── RECORDS FOR THIS EXERCISE

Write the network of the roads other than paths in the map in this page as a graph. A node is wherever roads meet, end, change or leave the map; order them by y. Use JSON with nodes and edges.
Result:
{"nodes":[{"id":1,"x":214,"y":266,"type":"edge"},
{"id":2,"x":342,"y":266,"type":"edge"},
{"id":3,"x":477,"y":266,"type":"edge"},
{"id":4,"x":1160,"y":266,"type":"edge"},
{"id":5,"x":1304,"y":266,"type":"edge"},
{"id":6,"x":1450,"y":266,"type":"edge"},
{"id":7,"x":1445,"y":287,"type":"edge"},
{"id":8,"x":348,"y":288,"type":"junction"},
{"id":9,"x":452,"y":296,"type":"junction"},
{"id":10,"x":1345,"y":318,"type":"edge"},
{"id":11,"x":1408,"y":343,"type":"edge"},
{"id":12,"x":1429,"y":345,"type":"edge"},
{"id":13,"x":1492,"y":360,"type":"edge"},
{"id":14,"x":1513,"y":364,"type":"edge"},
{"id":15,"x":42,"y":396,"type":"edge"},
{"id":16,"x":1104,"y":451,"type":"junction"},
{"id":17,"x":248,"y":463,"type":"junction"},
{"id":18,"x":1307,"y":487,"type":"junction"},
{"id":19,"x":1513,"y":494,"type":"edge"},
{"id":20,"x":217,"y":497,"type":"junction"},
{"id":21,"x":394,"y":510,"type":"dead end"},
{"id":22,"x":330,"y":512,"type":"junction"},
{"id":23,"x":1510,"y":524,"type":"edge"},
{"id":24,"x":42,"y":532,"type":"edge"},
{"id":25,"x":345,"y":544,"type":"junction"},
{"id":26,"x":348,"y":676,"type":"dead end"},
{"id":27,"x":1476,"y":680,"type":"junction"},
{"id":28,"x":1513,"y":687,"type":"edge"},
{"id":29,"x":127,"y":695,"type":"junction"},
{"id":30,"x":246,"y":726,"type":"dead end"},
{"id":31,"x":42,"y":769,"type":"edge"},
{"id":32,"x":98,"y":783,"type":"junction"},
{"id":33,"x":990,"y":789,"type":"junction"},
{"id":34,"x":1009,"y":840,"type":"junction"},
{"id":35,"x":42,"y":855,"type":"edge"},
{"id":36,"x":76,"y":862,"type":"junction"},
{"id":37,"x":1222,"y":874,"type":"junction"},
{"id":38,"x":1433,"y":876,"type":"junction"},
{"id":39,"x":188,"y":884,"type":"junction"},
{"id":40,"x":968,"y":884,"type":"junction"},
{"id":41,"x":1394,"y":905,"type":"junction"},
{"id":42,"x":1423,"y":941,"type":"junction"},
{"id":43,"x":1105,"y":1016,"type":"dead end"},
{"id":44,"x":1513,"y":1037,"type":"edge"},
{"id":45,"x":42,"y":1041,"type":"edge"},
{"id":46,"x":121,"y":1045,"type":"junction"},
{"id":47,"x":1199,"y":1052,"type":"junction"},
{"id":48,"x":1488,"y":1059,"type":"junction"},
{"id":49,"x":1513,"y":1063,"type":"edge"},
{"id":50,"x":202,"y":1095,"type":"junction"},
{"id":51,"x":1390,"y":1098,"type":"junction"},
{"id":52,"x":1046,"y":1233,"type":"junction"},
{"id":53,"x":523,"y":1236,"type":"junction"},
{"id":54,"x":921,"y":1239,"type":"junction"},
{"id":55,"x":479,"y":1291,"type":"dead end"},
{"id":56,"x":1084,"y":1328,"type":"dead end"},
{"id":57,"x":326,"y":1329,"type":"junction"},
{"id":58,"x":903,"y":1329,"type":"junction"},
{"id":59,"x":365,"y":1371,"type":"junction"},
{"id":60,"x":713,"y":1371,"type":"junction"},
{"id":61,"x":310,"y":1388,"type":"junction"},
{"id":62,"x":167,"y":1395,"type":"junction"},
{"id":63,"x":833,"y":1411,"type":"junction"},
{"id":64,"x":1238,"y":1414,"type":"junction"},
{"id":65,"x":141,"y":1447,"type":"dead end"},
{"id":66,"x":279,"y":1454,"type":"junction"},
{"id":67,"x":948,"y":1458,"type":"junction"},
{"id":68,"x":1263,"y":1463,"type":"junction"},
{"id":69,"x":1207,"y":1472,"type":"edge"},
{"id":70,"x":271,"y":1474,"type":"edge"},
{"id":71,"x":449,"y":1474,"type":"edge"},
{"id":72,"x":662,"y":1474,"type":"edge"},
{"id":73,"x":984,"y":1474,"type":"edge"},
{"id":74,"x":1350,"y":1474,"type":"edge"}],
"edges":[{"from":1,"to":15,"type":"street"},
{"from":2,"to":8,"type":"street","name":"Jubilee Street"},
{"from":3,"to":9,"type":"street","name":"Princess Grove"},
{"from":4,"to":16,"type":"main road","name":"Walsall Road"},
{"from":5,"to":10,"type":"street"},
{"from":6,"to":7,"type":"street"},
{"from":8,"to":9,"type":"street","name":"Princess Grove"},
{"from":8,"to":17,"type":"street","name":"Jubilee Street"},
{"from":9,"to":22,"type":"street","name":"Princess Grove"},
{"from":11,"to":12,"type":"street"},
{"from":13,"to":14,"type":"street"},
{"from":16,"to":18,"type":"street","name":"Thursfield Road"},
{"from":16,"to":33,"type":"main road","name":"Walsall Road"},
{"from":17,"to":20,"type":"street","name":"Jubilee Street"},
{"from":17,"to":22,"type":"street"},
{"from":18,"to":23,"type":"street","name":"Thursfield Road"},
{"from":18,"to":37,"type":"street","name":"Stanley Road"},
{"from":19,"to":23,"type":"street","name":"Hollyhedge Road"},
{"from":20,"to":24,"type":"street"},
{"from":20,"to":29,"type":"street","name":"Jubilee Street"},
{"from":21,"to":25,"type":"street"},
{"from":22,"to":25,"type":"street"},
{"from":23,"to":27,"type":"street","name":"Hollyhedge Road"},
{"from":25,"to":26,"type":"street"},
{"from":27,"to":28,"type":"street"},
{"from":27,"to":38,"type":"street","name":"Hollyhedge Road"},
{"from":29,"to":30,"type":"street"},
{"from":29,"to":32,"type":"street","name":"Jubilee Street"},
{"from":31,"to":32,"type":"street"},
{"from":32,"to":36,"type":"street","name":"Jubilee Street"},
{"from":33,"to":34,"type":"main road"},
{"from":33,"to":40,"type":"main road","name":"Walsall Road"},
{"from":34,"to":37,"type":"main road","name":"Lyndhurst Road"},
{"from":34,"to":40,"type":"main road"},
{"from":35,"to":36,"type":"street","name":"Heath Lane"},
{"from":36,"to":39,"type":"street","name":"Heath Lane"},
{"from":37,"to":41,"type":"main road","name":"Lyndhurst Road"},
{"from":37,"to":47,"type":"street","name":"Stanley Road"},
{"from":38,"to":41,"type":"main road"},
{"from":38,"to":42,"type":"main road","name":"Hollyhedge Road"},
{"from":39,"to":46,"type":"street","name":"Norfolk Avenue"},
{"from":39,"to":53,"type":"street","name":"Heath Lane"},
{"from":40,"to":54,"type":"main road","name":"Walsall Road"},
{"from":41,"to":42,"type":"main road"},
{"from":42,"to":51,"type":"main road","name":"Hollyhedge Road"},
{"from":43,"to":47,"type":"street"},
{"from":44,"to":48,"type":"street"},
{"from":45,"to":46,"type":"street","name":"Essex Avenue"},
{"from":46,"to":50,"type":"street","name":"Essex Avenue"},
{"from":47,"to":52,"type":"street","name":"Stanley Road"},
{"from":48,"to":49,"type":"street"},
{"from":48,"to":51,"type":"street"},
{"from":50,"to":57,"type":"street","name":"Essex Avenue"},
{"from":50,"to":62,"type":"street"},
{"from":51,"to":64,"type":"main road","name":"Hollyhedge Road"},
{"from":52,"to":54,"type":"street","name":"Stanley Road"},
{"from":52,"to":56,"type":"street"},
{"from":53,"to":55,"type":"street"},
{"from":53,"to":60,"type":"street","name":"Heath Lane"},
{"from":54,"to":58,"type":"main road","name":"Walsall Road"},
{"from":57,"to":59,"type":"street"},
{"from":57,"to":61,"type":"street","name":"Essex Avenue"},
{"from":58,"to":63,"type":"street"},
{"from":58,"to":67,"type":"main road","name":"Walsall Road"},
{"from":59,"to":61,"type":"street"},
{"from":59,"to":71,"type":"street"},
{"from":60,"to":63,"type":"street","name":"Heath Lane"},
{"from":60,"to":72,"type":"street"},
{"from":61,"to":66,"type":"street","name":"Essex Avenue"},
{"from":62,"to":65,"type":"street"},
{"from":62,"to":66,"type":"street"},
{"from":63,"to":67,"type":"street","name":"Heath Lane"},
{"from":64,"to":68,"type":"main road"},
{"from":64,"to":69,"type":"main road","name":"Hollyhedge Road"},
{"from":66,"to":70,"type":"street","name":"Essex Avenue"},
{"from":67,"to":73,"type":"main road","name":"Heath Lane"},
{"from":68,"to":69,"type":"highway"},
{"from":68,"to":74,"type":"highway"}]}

────

Look through the data and show every line containing "Stanley".

→ WRITTEN ANSWER:
{"from":18,"to":37,"type":"street","name":"Stanley Road"},
{"from":37,"to":47,"type":"street","name":"Stanley Road"},
{"from":47,"to":52,"type":"street","name":"Stanley Road"},
{"from":52,"to":54,"type":"street","name":"Stanley Road"},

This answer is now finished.